Le 6 janvier 2009, neuf Sénégalais, interpellés à un domicile privé, sur dénonciation, ont été condamnés à 8 ans de prison ferme pour « association de malfaiteurs »[5],[6]. Il s'agit d'homosexuels engagés dans la lutte contre le sida, dont des représentants d'AIDES au Sénégal. Leur peine serait aggravée par la saisie sur place de jouets sexuels et de préservatifs, utilisés pour la lutte contre le sida.

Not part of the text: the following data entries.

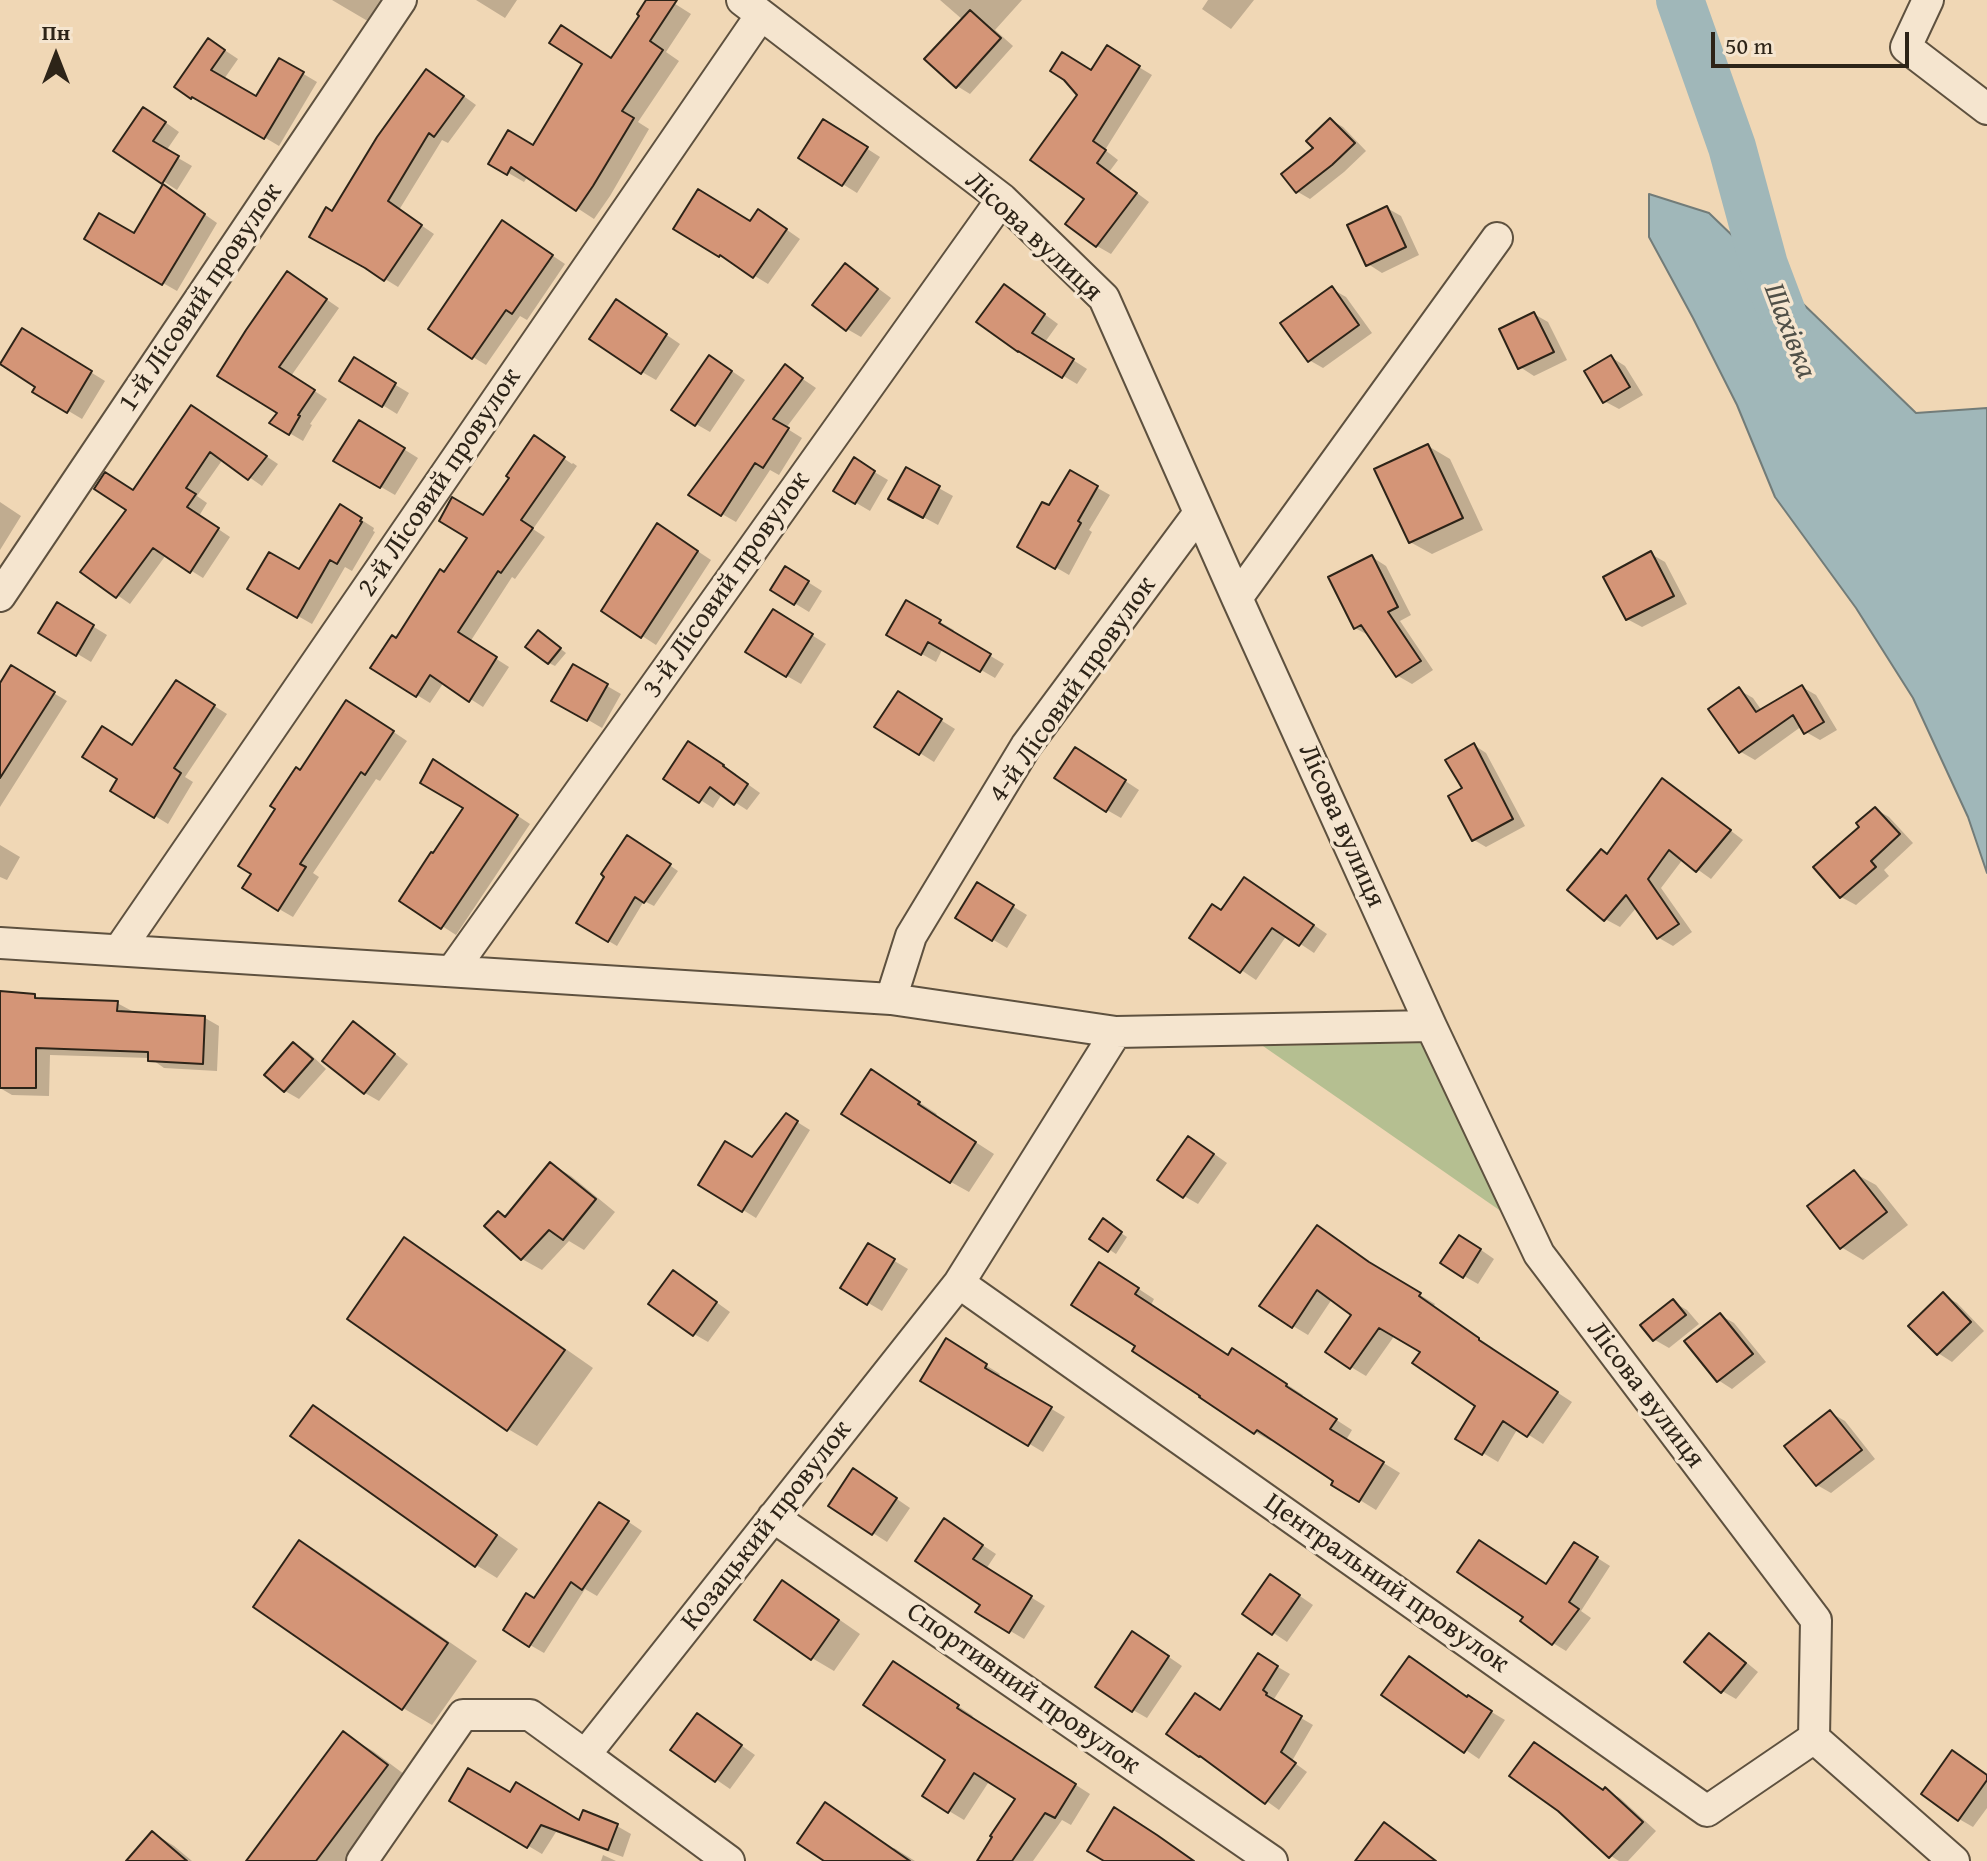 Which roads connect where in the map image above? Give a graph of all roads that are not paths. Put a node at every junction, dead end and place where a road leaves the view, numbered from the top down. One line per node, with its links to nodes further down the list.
1 (401, 0): 8 (street, 1-й Лісовий провулок)
2 (1928, 0): 4 (street)
3 (751, 8): 5 (street, Лісова вулиця); 11 (street, 2-й Лісовий провулок)
4 (1987, 109)
5 (1002, 199): 7 (street, Лісова вулиця); 12 (street, 3-й Лісовий провулок)
6 (1497, 238): 9 (street)
7 (1199, 513): 9 (street, Лісова вулиця); 13 (street, 4-й Лісовий провулок)
8 (0, 596)
9 (1237, 598): 14 (street, Лісова вулиця)
10 (0, 943): 11 (street)
11 (119, 950): 12 (street)
12 (452, 971): 13 (street)
13 (891, 999): 15 (street)
14 (1431, 1026): 15 (street); 18 (street, Лісова вулиця)
15 (1116, 1032): 16 (street, Козацький провулок)
16 (959, 1283): 17 (street, Козацький провулок); 18 (street, Центральний провулок)
17 (773, 1517): 19 (street, Козацький провулок); 22 (street, Спортивний провулок)
18 (1814, 1738): 23 (street)
19 (585, 1755): 20 (street); 21 (street)
20 (362, 1861)
21 (729, 1861)
22 (1272, 1861)
23 (1954, 1861)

Le président français Nicolas Sarkozy s'est dit lors d'un conseil des ministres « ému et préoccupé » par cette arrestation[7]. Le directeur de l'ANRS (France Recherche Nord & Sud Sida-hiv Hépatites) a fait part de son « inquiétude », et le Conseil national du sida a demandé au gouvernement français de « réagir » à cette condamnation[8],[9]. Le maire de Paris Bertrand Delanoë a exprimé sa « très vive préoccupation »[10],[11]. Le 14 janvier, l'association AIDES lance une pétition adressée au président du Sénégal, Abdoulaye Wade[12]. La Cour d'appel de Dakar annule leur condamnation et les neuf hommes sont libérés le 20 avril 2009[13].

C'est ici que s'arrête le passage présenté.